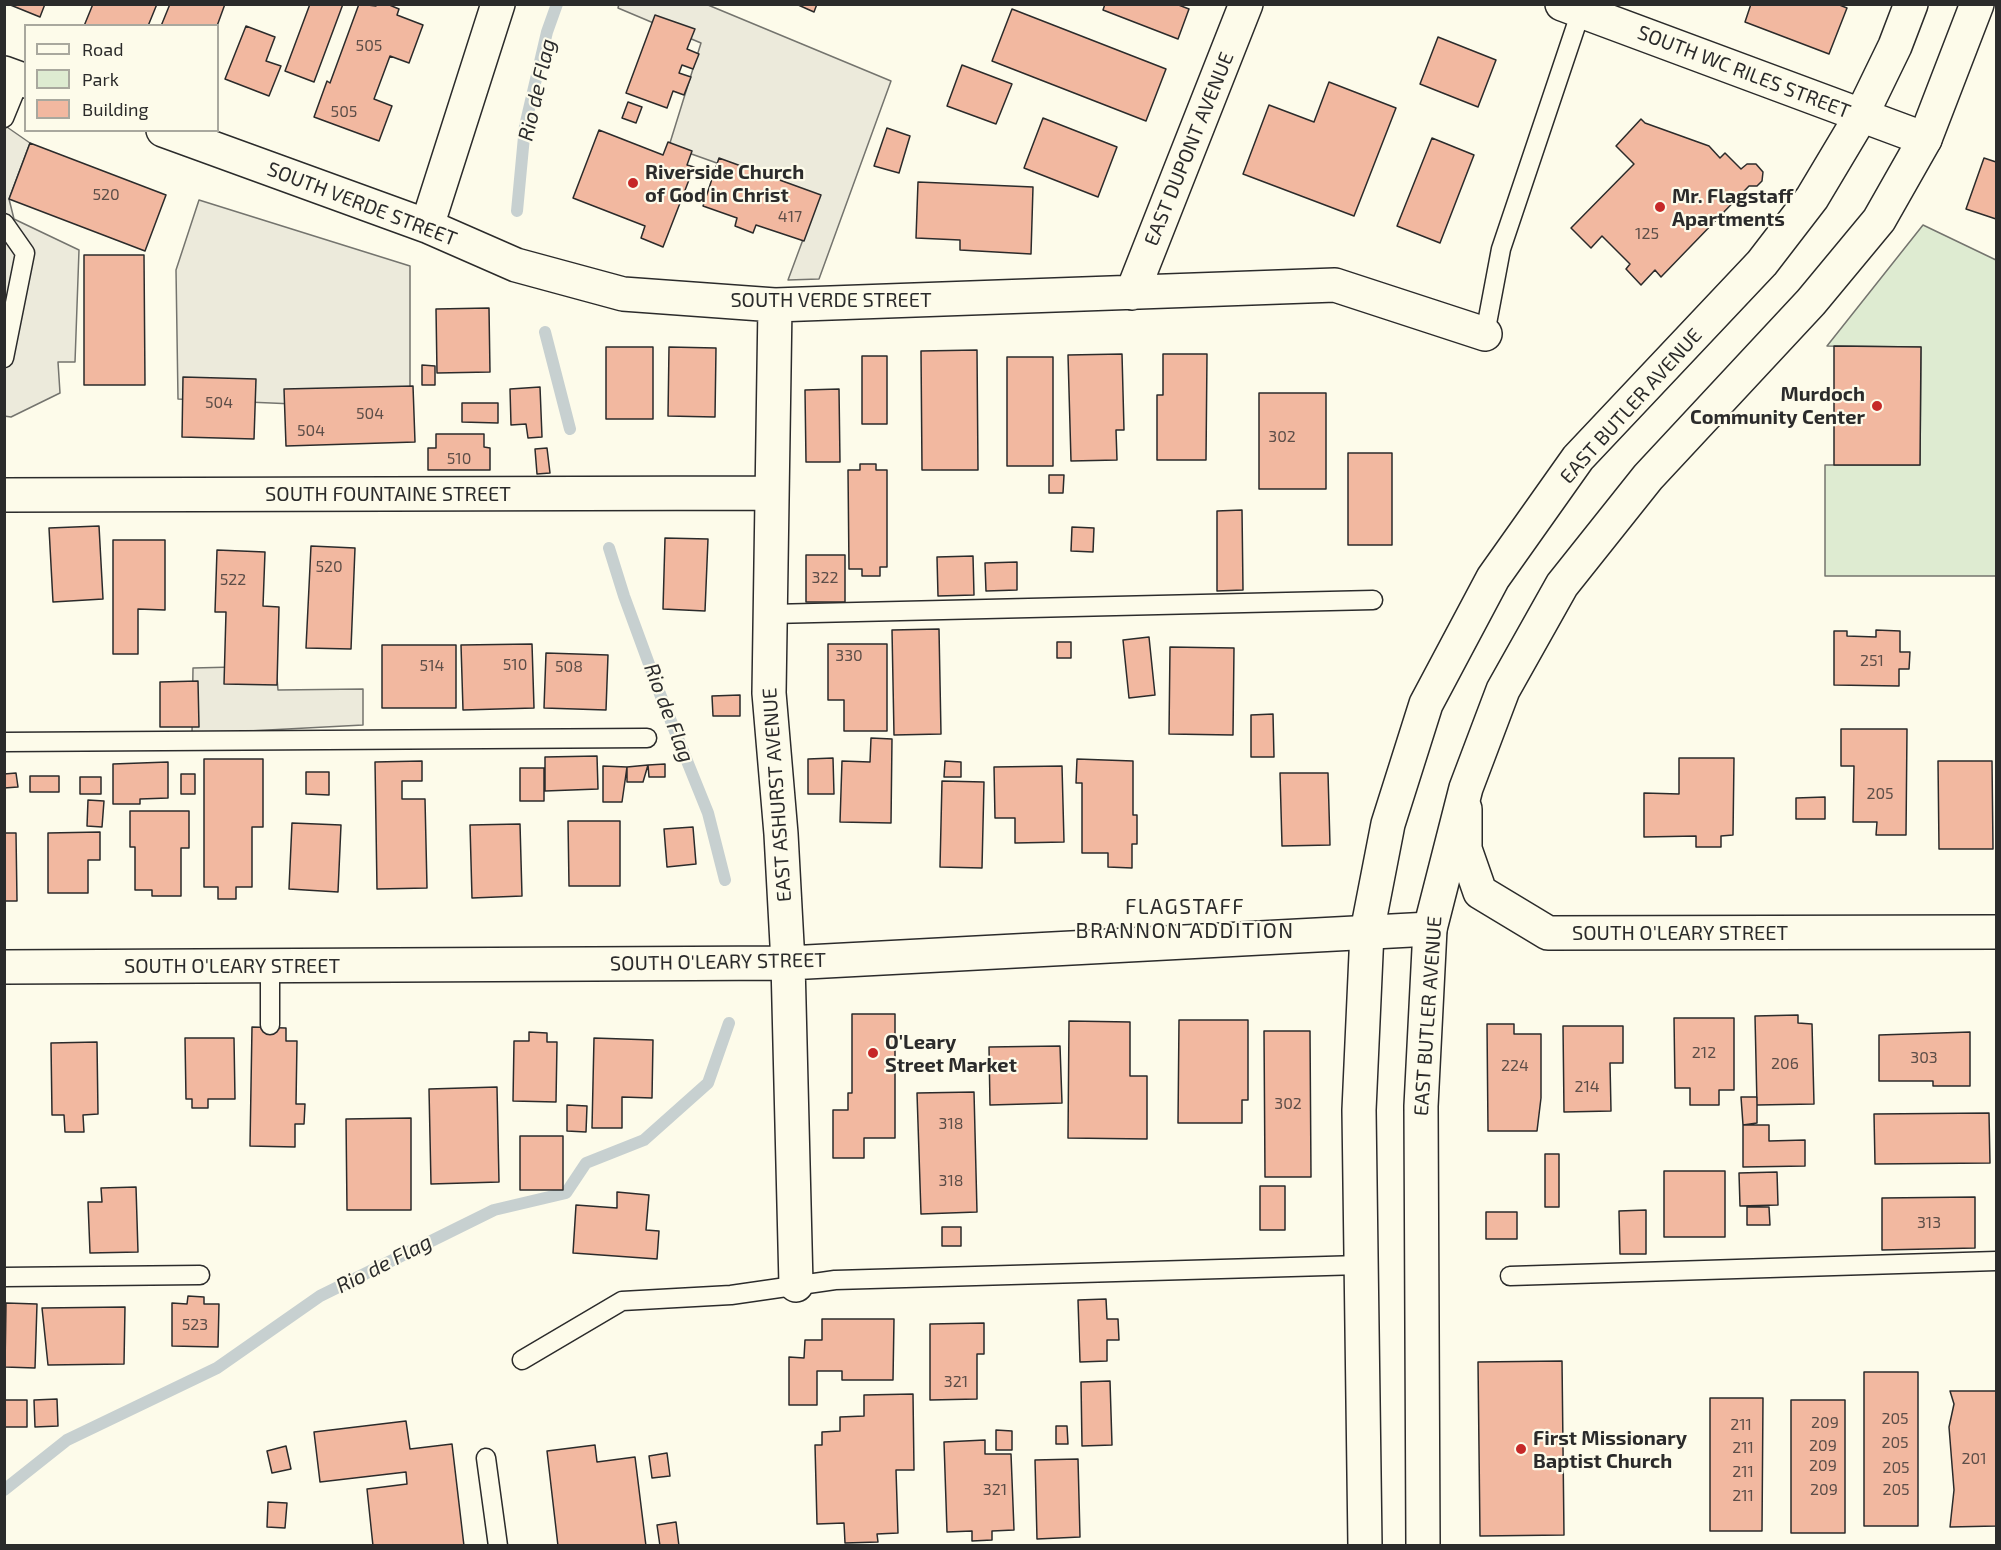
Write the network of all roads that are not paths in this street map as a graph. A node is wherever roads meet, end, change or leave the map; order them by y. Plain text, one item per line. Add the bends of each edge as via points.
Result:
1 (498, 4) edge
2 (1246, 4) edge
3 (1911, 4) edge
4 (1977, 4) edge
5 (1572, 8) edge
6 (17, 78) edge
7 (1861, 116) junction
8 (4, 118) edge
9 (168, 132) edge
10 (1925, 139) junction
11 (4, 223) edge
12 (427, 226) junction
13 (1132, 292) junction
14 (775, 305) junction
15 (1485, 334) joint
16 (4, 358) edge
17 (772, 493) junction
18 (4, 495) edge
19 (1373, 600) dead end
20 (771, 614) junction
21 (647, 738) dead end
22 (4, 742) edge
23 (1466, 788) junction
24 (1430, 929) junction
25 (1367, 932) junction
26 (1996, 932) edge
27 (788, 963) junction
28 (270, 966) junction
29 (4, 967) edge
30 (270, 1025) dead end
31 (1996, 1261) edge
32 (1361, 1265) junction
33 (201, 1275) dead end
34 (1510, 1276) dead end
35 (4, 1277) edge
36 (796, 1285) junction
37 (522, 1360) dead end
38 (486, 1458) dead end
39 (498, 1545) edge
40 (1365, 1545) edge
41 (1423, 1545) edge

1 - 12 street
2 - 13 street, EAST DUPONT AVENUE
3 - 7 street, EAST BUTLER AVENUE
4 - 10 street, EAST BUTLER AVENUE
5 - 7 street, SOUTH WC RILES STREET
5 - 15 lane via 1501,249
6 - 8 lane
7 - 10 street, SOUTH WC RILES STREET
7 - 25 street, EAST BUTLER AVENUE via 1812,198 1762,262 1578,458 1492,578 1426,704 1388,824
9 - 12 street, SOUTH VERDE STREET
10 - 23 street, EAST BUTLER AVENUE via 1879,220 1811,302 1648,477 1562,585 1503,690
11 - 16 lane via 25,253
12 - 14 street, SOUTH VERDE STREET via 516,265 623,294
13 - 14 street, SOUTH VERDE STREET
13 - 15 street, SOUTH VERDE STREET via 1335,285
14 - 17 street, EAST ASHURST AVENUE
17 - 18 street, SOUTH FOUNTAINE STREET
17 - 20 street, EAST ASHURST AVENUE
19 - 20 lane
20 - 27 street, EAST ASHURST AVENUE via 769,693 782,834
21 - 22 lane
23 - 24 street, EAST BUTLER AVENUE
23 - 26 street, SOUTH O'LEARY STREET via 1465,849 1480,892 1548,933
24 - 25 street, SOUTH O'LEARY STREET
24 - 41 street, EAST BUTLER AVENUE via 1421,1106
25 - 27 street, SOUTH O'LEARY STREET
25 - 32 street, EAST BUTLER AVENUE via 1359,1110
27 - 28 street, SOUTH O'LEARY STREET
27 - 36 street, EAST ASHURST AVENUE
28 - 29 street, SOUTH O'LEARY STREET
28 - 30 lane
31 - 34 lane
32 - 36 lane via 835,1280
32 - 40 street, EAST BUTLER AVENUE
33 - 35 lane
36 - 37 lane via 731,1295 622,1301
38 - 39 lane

_WORK INSTRUCTIONS_
Output each record above exactly as written. Skip any pictures.

_ANSWER BOX_
Write the network of all roads that are not paths in this street map as a graph. A node is wherever roads meet, end, change or leave the map; order them by y. Plain text, one item per line. Add the bends of each edge as via points.
Result:
1 (498, 4) edge
2 (1246, 4) edge
3 (1911, 4) edge
4 (1977, 4) edge
5 (1572, 8) edge
6 (17, 78) edge
7 (1861, 116) junction
8 (4, 118) edge
9 (168, 132) edge
10 (1925, 139) junction
11 (4, 223) edge
12 (427, 226) junction
13 (1132, 292) junction
14 (775, 305) junction
15 (1485, 334) joint
16 (4, 358) edge
17 (772, 493) junction
18 (4, 495) edge
19 (1373, 600) dead end
20 (771, 614) junction
21 (647, 738) dead end
22 (4, 742) edge
23 (1466, 788) junction
24 (1430, 929) junction
25 (1367, 932) junction
26 (1996, 932) edge
27 (788, 963) junction
28 (270, 966) junction
29 (4, 967) edge
30 (270, 1025) dead end
31 (1996, 1261) edge
32 (1361, 1265) junction
33 (201, 1275) dead end
34 (1510, 1276) dead end
35 (4, 1277) edge
36 (796, 1285) junction
37 (522, 1360) dead end
38 (486, 1458) dead end
39 (498, 1545) edge
40 (1365, 1545) edge
41 (1423, 1545) edge

1 - 12 street
2 - 13 street, EAST DUPONT AVENUE
3 - 7 street, EAST BUTLER AVENUE
4 - 10 street, EAST BUTLER AVENUE
5 - 7 street, SOUTH WC RILES STREET
5 - 15 lane via 1501,249
6 - 8 lane
7 - 10 street, SOUTH WC RILES STREET
7 - 25 street, EAST BUTLER AVENUE via 1812,198 1762,262 1578,458 1492,578 1426,704 1388,824
9 - 12 street, SOUTH VERDE STREET
10 - 23 street, EAST BUTLER AVENUE via 1879,220 1811,302 1648,477 1562,585 1503,690
11 - 16 lane via 25,253
12 - 14 street, SOUTH VERDE STREET via 516,265 623,294
13 - 14 street, SOUTH VERDE STREET
13 - 15 street, SOUTH VERDE STREET via 1335,285
14 - 17 street, EAST ASHURST AVENUE
17 - 18 street, SOUTH FOUNTAINE STREET
17 - 20 street, EAST ASHURST AVENUE
19 - 20 lane
20 - 27 street, EAST ASHURST AVENUE via 769,693 782,834
21 - 22 lane
23 - 24 street, EAST BUTLER AVENUE
23 - 26 street, SOUTH O'LEARY STREET via 1465,849 1480,892 1548,933
24 - 25 street, SOUTH O'LEARY STREET
24 - 41 street, EAST BUTLER AVENUE via 1421,1106
25 - 27 street, SOUTH O'LEARY STREET
25 - 32 street, EAST BUTLER AVENUE via 1359,1110
27 - 28 street, SOUTH O'LEARY STREET
27 - 36 street, EAST ASHURST AVENUE
28 - 29 street, SOUTH O'LEARY STREET
28 - 30 lane
31 - 34 lane
32 - 36 lane via 835,1280
32 - 40 street, EAST BUTLER AVENUE
33 - 35 lane
36 - 37 lane via 731,1295 622,1301
38 - 39 lane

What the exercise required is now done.